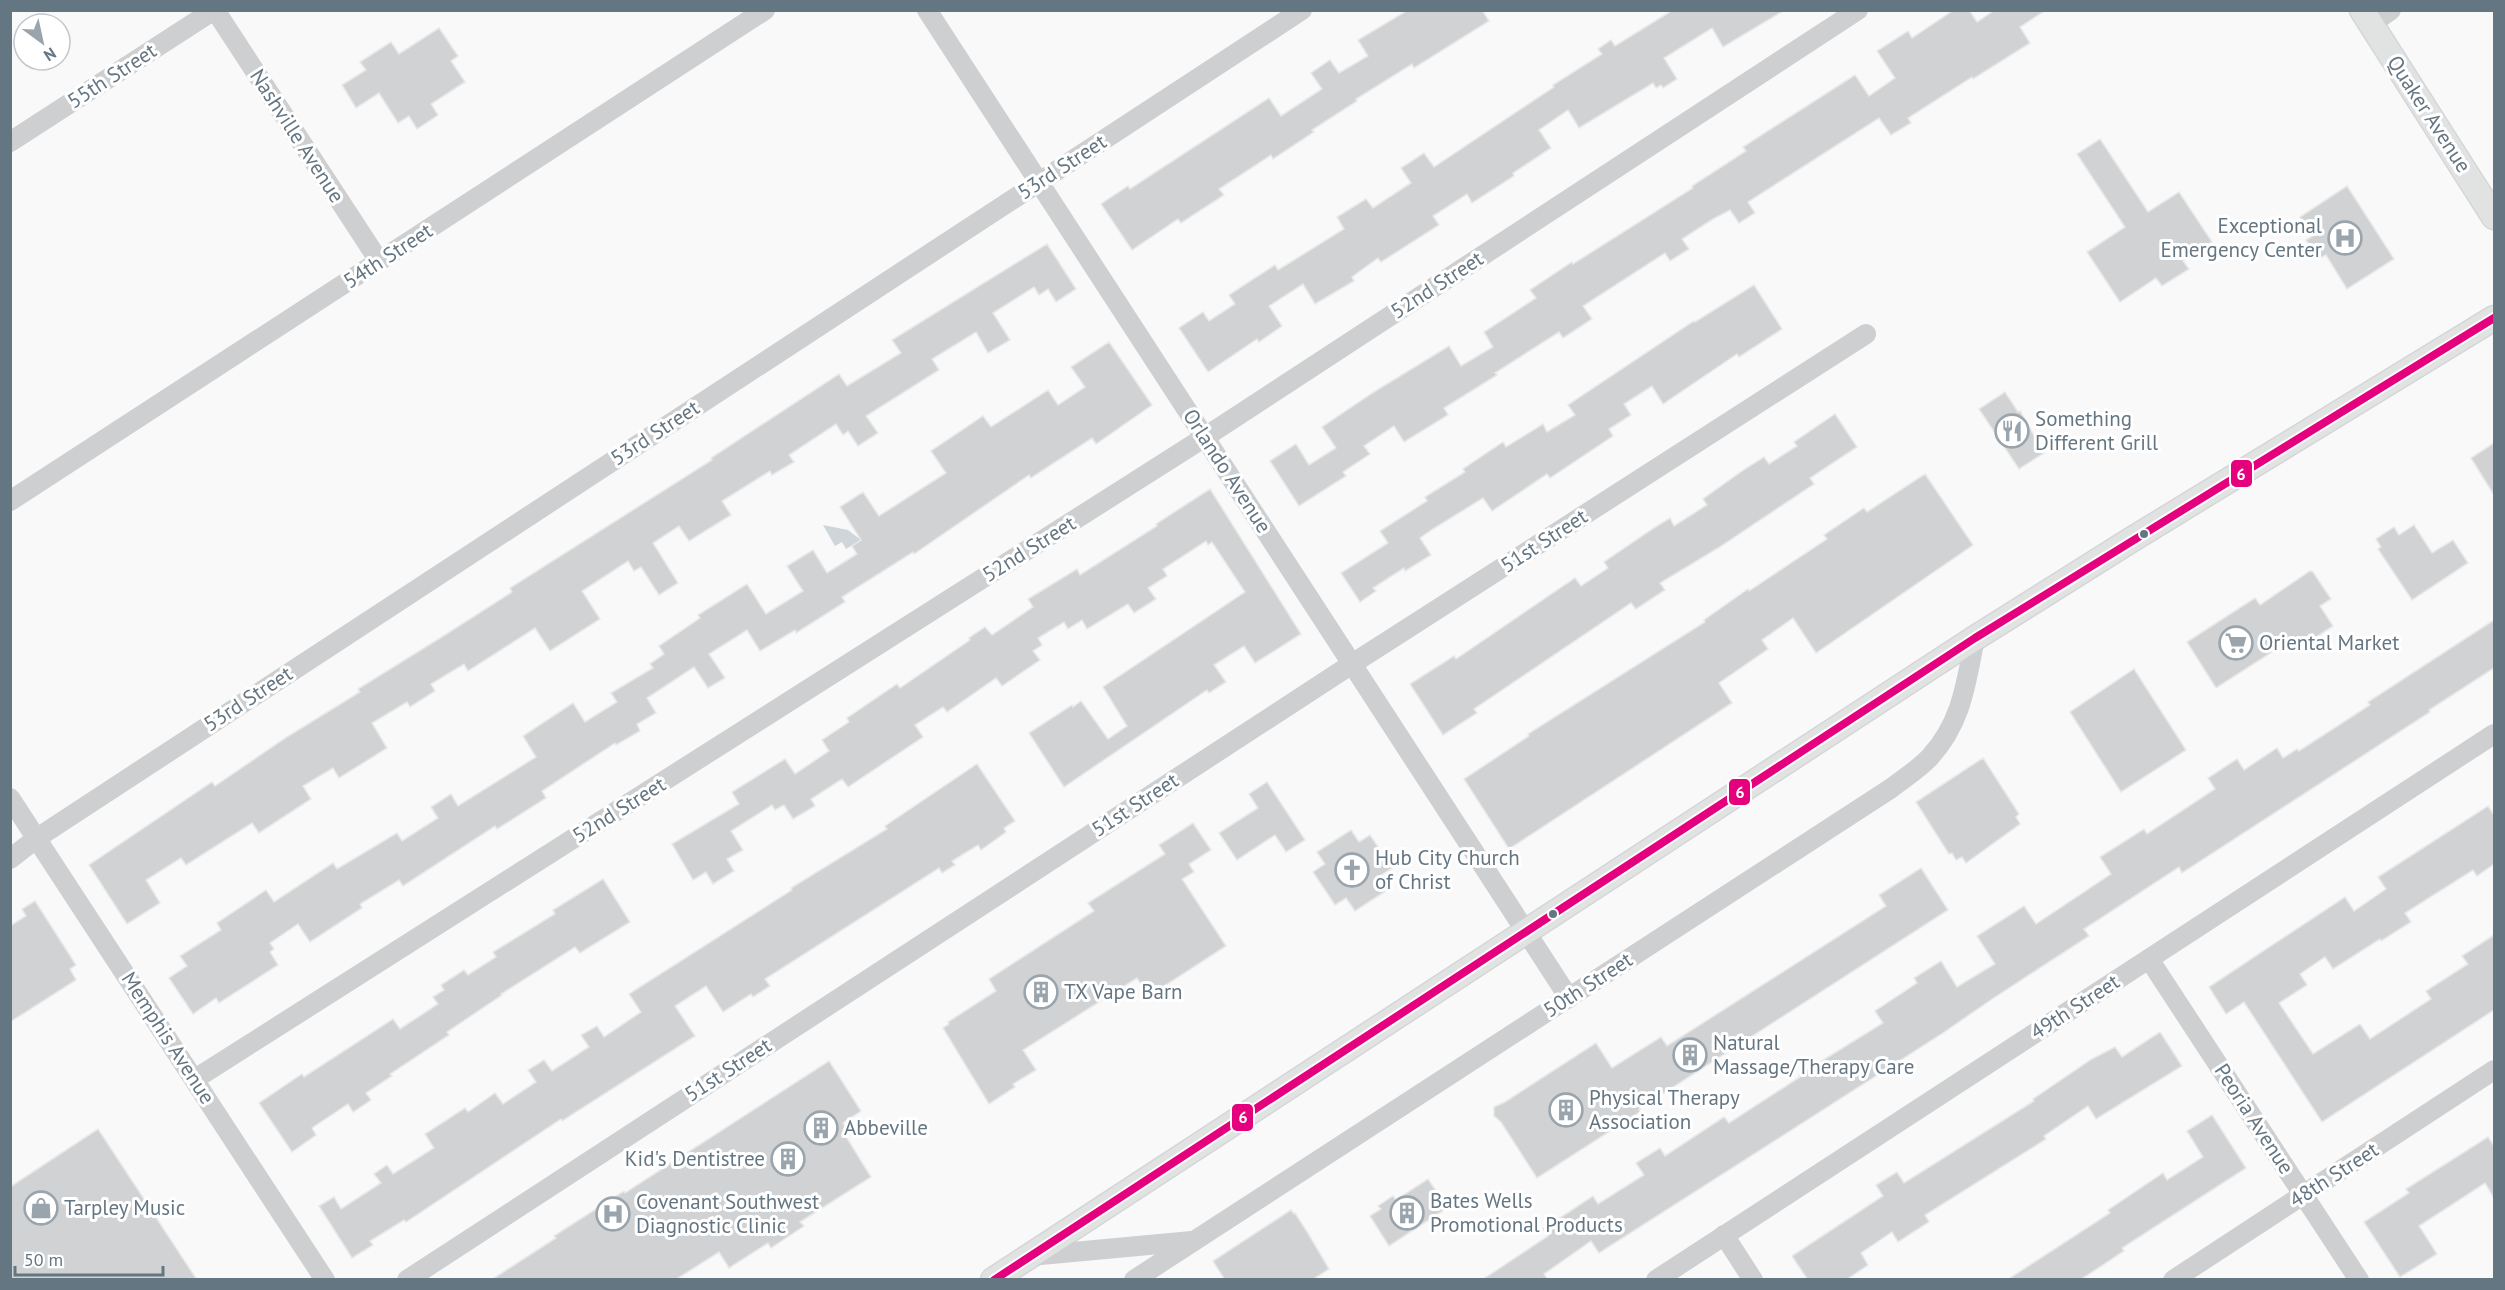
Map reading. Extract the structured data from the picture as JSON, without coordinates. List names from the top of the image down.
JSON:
{
  "streets": {
    "main road": ["Quaker Avenue"],
    "street": [
      "55th Street",
      "Nashville Avenue",
      "53rd Street",
      "54th Street",
      "52nd Street",
      "Orlando Avenue",
      "51st Street",
      "50th Street",
      "49th Street",
      "Memphis Avenue",
      "Peoria Avenue",
      "48th Street"
    ]
  },
  "crossings": [
    ["55th Street", "Nashville Avenue"],
    ["Nashville Avenue", "54th Street"],
    ["53rd Street", "Orlando Avenue"],
    ["53rd Street", "Memphis Avenue"],
    ["52nd Street", "Orlando Avenue"],
    ["52nd Street", "Memphis Avenue"],
    ["Orlando Avenue", "51st Street"],
    ["Orlando Avenue", "50th Street"],
    ["49th Street", "Peoria Avenue"],
    ["Peoria Avenue", "48th Street"]
  ],
  "places": {
    "hospital": ["Exceptional Emergency Center", "Covenant Southwest Diagnostic Clinic"],
    "restaurant": ["Something Different Grill"],
    "supermarket": ["Oriental Market"],
    "church": ["Hub City Church of Christ"],
    "building": [
      "TX Vape Barn",
      "Natural Massage/Therapy Care",
      "Physical Therapy Association",
      "Abbeville",
      "Kid's Dentistree",
      "Bates Wells Promotional Products"
    ],
    "shop": ["Tarpley Music"]
  },
  "lines": ["transit line 6"],
  "scale_bar": "50 m",
  "north": "bottom right"
}
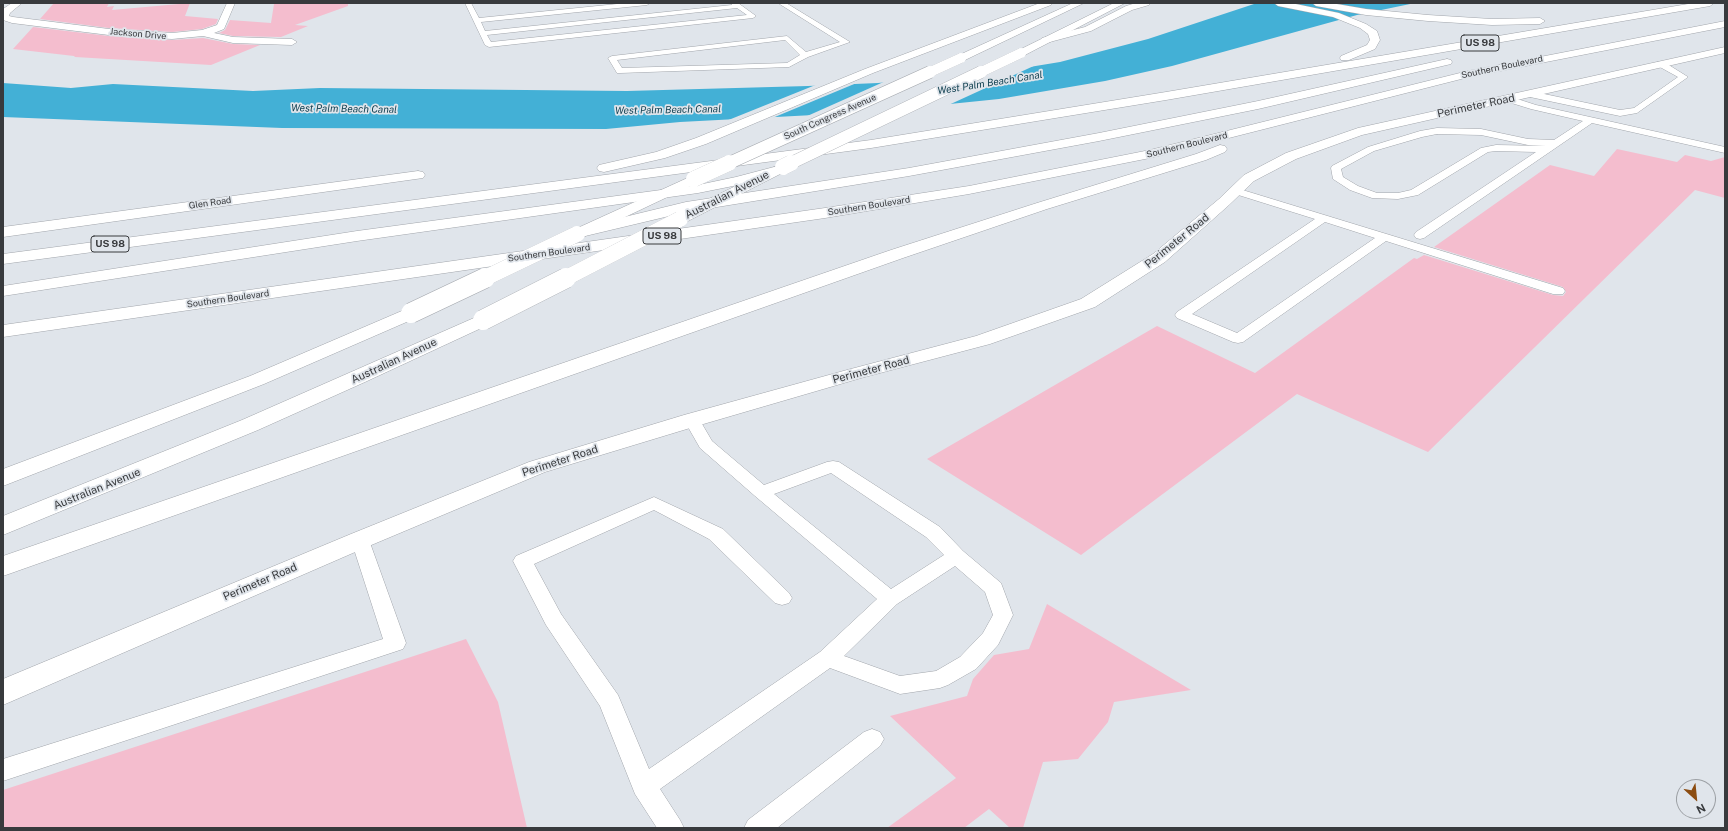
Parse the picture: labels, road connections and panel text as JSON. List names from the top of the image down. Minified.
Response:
{"streets":{"main road":["Jackson Drive","US 98","Southern Boulevard","Perimeter Road","South Congress Avenue","Australian Avenue","Glen Road"]},"water":["West Palm Beach Canal"],"north":"bottom right"}
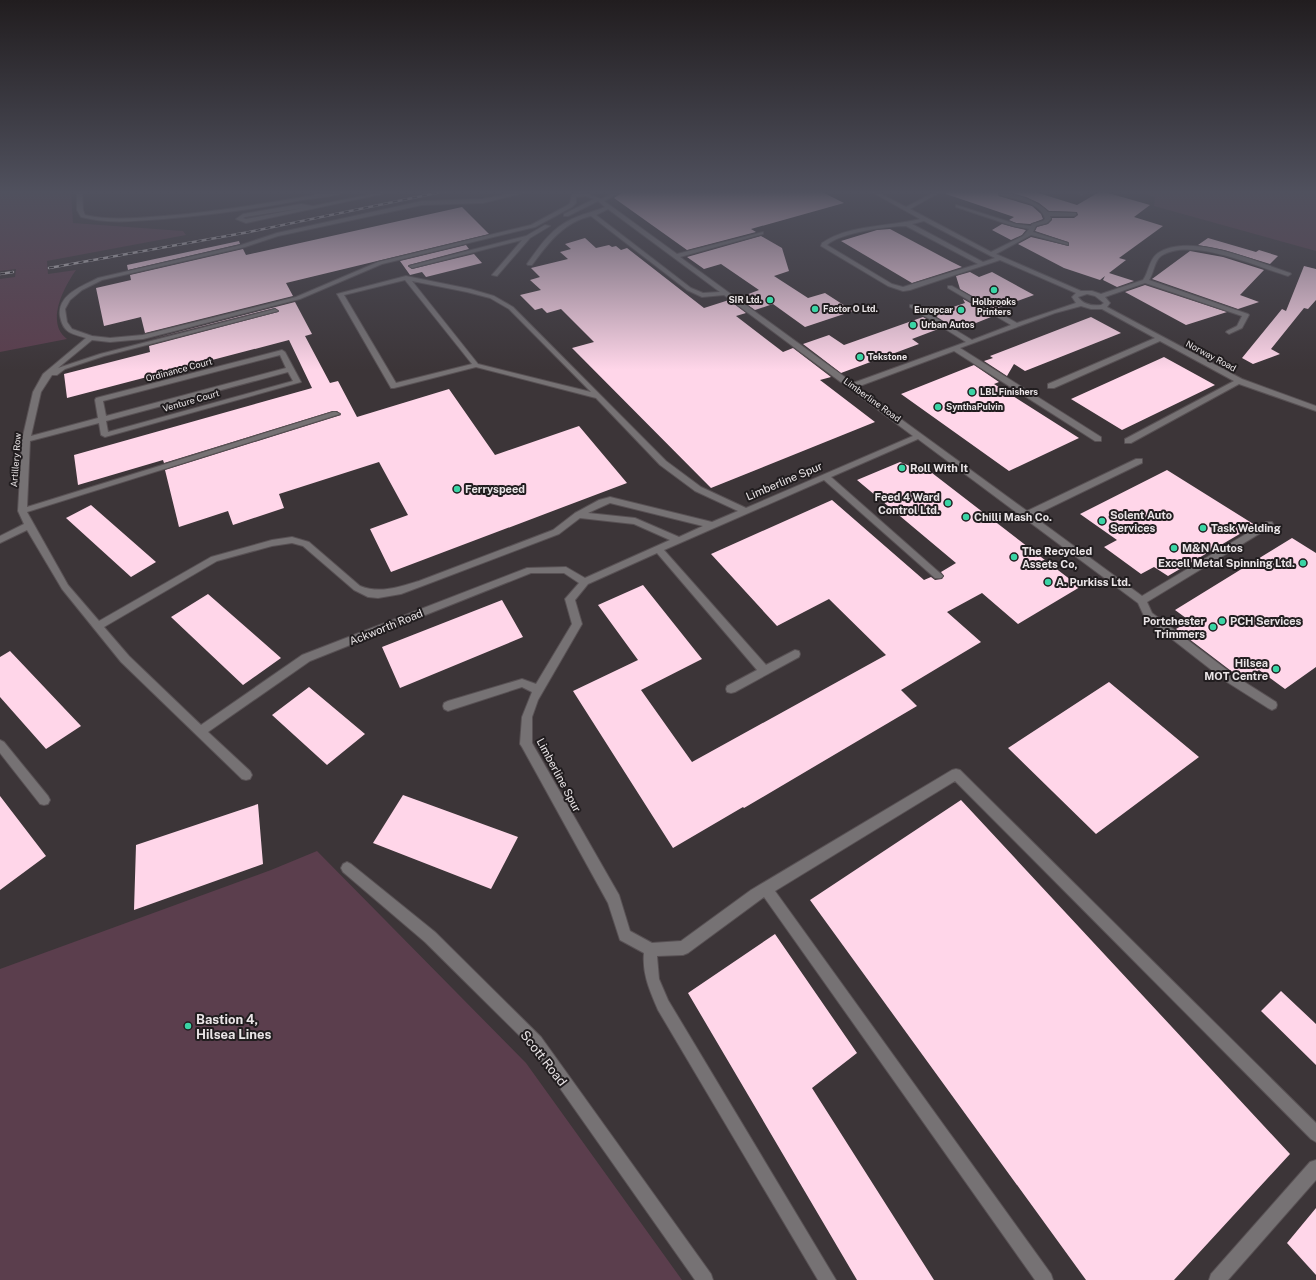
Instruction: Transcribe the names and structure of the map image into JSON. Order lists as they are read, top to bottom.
{
  "streets": {
    "street": [
      "Norway Road",
      "Ordinance Court",
      "Limberline Road",
      "Venture Court",
      "Artillery Row",
      "Limberline Spur",
      "Ackworth Road",
      "Scott Road"
    ]
  },
  "crossings": [
    ["Ordinance Court", "Venture Court"],
    ["Limberline Road", "Limberline Spur"],
    ["Limberline Spur", "Ackworth Road"]
  ],
  "places": [
    "Holbrooks Printers",
    "SIR Ltd.",
    "Factor O Ltd.",
    "Europcar",
    "Urban Autos",
    "Tekstone",
    "LBL Finishers",
    "SynthaPulvin",
    "Roll With It",
    "Ferryspeed",
    "Feed 4 Ward Control Ltd.",
    "Chilli Mash Co.",
    "Solent Auto Services",
    "Task Welding",
    "M&N Autos",
    "The Recycled Assets Co,",
    "Excell Metal Spinning Ltd.",
    "A. Purkiss Ltd.",
    "PCH Services",
    "Portchester Trimmers",
    "Hilsea MOT Centre",
    "Bastion 4, Hilsea Lines"
  ]
}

━━━

For the listing above, say how many lines hold the string "Peoria". Give only that number.

**Answer box**
3